TASK PROMPT: Of the lines listed below, return exactly those that run from the line containing "ctx.translate(x, y);" through the line containing "M1,1h317l196,9 -6,117 -133,-2", both included.

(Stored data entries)
*** Block opens ***

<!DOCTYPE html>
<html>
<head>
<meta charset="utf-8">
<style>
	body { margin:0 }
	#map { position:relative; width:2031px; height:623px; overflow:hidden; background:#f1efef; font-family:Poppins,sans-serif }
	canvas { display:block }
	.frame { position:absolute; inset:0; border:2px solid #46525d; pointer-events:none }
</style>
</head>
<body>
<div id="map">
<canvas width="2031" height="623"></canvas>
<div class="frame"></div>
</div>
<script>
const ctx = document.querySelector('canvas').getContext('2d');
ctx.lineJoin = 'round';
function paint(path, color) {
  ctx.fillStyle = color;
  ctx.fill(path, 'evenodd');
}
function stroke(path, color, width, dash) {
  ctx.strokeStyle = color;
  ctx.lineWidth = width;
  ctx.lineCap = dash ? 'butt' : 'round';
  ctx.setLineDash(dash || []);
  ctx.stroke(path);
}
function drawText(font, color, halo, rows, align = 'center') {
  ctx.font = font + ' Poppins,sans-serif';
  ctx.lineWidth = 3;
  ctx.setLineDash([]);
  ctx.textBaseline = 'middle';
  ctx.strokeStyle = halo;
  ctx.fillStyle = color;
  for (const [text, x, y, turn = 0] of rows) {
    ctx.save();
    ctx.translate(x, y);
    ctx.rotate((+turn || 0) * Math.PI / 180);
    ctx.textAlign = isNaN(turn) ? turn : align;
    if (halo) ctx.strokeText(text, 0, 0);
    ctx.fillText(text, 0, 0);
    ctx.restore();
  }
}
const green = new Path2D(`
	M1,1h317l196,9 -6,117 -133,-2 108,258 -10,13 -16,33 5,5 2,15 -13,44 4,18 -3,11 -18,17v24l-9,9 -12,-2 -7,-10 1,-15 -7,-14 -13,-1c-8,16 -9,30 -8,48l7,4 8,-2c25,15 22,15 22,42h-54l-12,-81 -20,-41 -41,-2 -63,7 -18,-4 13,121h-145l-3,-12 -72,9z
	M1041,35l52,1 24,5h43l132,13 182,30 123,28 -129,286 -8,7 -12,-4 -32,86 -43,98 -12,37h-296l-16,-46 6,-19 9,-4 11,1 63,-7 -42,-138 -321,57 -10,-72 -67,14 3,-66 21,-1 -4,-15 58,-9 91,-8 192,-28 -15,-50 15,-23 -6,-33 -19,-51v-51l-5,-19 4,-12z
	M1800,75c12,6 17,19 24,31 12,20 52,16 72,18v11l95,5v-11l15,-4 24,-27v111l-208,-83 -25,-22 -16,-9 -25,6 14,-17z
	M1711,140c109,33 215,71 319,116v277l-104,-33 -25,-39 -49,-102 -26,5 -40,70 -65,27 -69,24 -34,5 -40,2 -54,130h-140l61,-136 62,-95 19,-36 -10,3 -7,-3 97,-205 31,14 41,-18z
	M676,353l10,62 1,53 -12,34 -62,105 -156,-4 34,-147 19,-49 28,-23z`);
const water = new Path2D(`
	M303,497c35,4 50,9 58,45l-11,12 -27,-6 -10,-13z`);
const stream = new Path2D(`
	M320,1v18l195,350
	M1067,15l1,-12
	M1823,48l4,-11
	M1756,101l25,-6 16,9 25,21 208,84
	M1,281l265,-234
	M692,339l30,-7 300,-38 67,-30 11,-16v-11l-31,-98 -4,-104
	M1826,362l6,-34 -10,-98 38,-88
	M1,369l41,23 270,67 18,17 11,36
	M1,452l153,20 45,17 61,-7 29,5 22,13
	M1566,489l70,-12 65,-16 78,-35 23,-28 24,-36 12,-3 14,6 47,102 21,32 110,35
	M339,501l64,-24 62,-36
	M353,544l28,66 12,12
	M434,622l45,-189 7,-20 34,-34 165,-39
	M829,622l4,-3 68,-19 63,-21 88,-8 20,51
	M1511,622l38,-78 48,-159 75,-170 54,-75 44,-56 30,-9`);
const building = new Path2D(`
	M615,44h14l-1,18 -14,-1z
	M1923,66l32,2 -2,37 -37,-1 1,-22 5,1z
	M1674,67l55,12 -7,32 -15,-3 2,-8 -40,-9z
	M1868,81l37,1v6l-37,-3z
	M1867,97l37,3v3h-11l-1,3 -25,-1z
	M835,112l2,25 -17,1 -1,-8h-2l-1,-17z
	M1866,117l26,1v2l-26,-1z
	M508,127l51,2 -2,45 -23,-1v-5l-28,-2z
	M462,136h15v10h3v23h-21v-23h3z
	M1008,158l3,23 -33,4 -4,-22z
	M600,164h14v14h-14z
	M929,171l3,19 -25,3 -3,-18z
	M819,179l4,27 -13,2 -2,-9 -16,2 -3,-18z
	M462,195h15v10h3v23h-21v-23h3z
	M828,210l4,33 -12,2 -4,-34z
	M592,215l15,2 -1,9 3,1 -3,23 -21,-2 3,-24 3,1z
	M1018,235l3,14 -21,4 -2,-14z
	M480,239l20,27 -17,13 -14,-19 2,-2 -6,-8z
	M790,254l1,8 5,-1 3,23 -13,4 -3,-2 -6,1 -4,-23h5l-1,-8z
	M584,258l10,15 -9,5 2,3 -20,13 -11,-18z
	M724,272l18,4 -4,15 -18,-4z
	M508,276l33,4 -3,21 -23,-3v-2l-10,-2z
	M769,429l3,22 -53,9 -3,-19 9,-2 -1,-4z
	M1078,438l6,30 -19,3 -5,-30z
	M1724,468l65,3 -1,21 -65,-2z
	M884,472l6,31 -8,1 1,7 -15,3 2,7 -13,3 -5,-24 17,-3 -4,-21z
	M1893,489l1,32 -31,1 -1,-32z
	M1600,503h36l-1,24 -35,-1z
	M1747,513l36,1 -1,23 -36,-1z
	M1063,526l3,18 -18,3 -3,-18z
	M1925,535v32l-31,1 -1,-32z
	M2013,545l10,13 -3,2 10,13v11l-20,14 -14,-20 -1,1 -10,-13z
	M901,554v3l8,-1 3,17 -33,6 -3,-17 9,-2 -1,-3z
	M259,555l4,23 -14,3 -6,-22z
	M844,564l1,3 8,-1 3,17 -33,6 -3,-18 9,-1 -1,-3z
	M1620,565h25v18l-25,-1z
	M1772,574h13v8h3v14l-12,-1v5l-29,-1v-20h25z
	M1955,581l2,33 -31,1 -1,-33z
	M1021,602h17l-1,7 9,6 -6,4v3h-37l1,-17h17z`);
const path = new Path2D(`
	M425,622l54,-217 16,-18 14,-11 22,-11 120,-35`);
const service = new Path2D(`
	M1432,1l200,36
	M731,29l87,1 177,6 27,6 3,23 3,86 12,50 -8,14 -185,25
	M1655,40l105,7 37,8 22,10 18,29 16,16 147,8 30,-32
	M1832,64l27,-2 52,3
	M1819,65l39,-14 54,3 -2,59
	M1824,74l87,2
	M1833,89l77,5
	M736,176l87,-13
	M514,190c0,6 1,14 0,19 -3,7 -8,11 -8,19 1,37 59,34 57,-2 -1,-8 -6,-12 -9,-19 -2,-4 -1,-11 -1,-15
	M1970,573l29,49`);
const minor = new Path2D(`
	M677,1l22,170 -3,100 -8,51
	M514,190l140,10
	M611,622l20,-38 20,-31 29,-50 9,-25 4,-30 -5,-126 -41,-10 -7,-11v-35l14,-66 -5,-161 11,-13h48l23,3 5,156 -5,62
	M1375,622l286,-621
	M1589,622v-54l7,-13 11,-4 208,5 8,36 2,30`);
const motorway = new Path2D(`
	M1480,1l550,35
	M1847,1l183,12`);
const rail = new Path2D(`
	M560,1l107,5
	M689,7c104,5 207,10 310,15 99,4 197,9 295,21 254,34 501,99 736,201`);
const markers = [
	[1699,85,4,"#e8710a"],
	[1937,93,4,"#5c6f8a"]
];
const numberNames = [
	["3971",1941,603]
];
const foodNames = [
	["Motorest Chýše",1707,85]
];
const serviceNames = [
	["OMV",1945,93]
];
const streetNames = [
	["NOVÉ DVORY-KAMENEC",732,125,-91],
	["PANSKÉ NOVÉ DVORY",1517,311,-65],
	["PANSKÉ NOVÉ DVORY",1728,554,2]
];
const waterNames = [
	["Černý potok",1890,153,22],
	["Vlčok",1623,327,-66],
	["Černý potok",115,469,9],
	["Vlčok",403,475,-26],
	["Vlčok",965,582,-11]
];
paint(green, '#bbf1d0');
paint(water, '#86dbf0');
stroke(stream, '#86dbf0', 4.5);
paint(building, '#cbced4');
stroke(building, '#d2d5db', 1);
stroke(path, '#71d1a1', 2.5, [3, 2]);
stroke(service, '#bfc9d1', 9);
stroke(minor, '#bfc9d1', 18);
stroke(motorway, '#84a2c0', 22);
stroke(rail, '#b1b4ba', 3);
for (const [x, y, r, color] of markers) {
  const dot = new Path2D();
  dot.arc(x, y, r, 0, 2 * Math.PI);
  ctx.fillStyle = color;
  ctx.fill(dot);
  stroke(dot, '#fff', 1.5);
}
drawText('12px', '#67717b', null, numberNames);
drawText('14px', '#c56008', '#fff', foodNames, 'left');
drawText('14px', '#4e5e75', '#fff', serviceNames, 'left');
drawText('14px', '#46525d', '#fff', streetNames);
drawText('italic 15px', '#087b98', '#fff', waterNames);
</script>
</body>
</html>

*** Block closes ***

EXERCISE RESPONSE:
    ctx.translate(x, y);
    ctx.rotate((+turn || 0) * Math.PI / 180);
    ctx.textAlign = isNaN(turn) ? turn : align;
    if (halo) ctx.strokeText(text, 0, 0);
    ctx.fillText(text, 0, 0);
    ctx.restore();
  }
}
const green = new Path2D(`
	M1,1h317l196,9 -6,117 -133,-2 108,258 -10,13 -16,33 5,5 2,15 -13,44 4,18 -3,11 -18,17v24l-9,9 -12,-2 -7,-10 1,-15 -7,-14 -13,-1c-8,16 -9,30 -8,48l7,4 8,-2c25,15 22,15 22,42h-54l-12,-81 -20,-41 -41,-2 -63,7 -18,-4 13,121h-145l-3,-12 -72,9z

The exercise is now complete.